Zinc-induced activation of the human cytomegalovirus major immediate-early promoter is mediated by metallothionein and nuclear factor-kappaB.

Abstract

We previously reported that major immediate-early promoter (MIEP) activity was regulated by intercellular zinc levels. In this report, we elucidate the mechanisms involved in this phenomenon. In luciferase reporter assays, zinc-induced activation of MIEP (-735/+62) was decreased with deletion of the promoter in stages, and MIEP (-117/+62) did not respond to zinc. The time course of the activity of MIEP responding to diethylenetriamine pentaacetic acid and zinc was not parallel with metallothionein (MT) promoter, which contains metal responsive elements.
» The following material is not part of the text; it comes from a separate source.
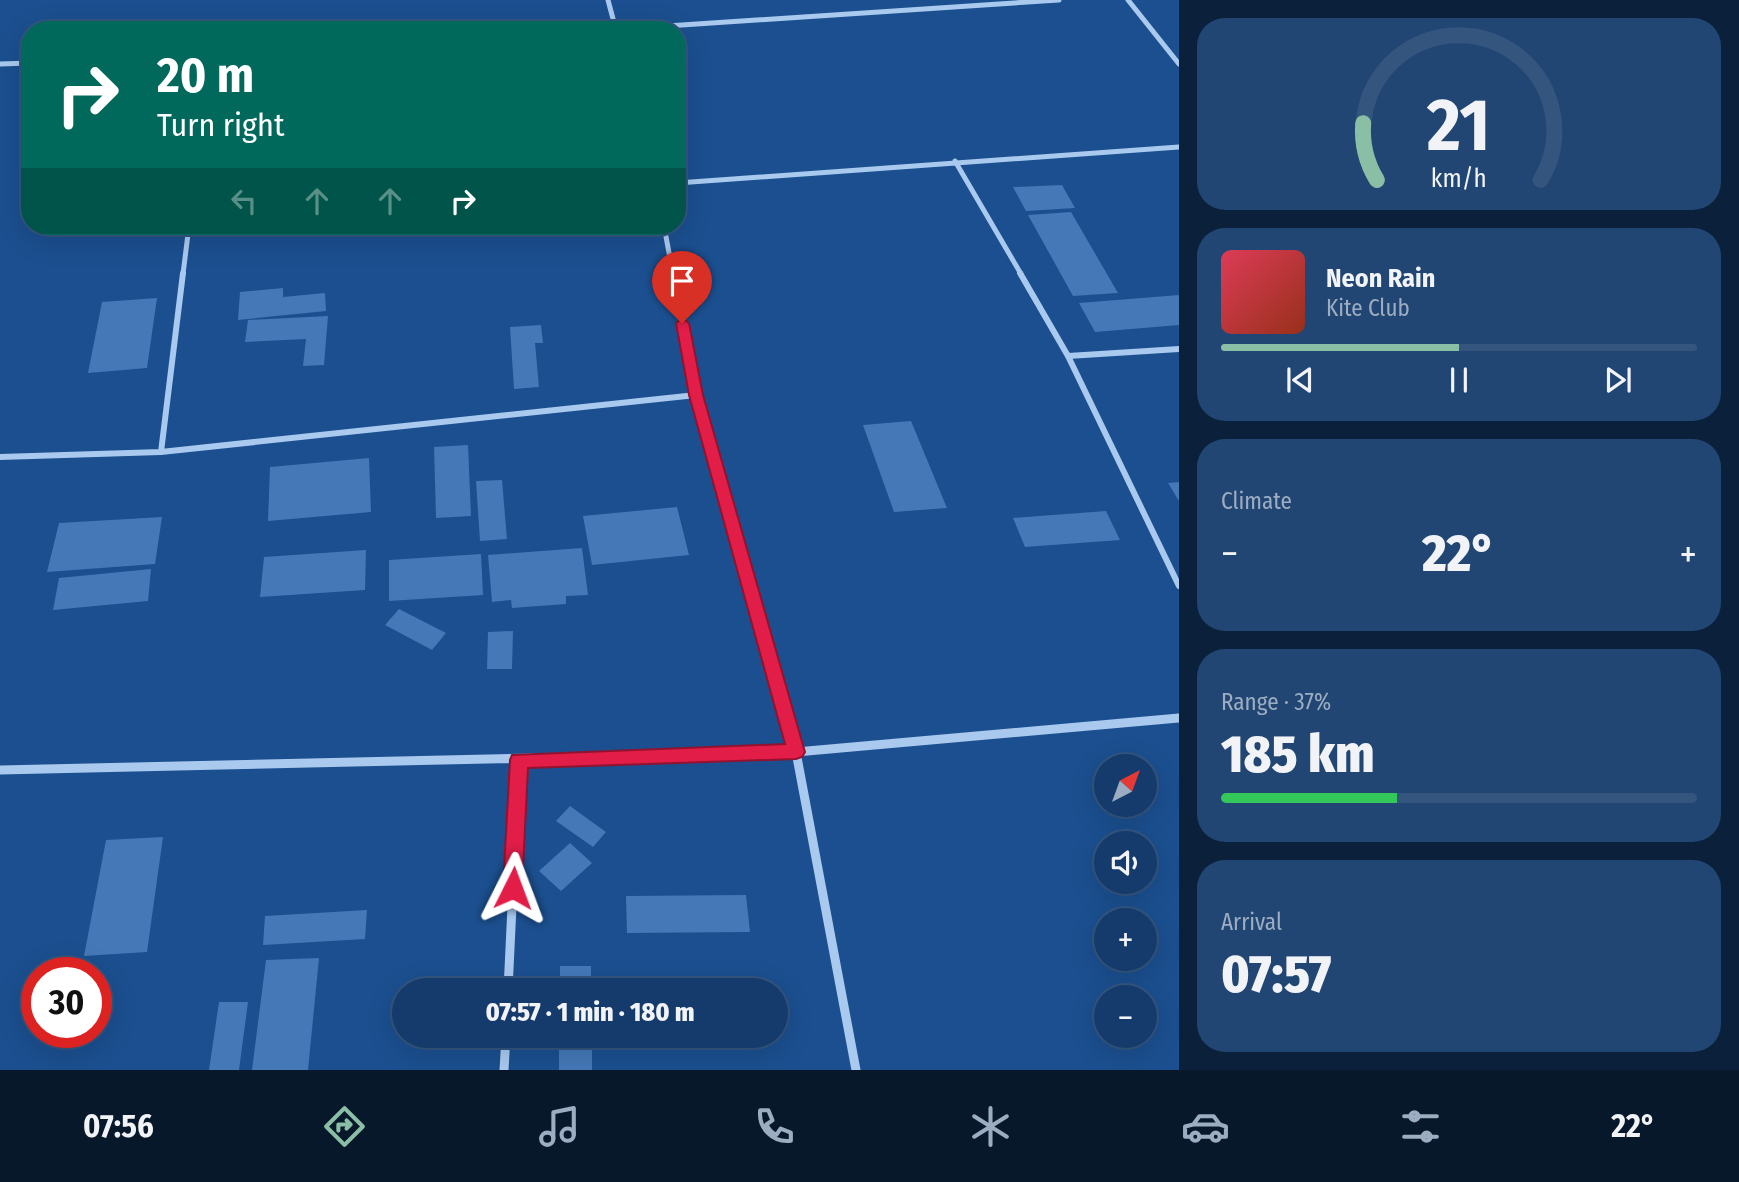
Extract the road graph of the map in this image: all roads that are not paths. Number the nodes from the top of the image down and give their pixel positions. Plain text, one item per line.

SV40 promoter that contains AP-1 binding sites, a candidate for the zinc-responsive motif in the MIEP, was not affected by zinc under our conditions. The activation of MIEP (-735/+62) by zinc was prevented with NF-kappaB decoy. When three kappaB motifs from the enhancer in the MIEP were inserted in the front of the zinc-nonresponsive MIEP (-117/+62), it became responsive to zinc. Moreover, overexpression of MT up-regulates the DNA binding of NF-kappaB and NF-kappaB-induced activation of transcription. These findings strongly suggest that MT and NF-kappaB act as mediator/regulator in zinc-induced activation of MIEP.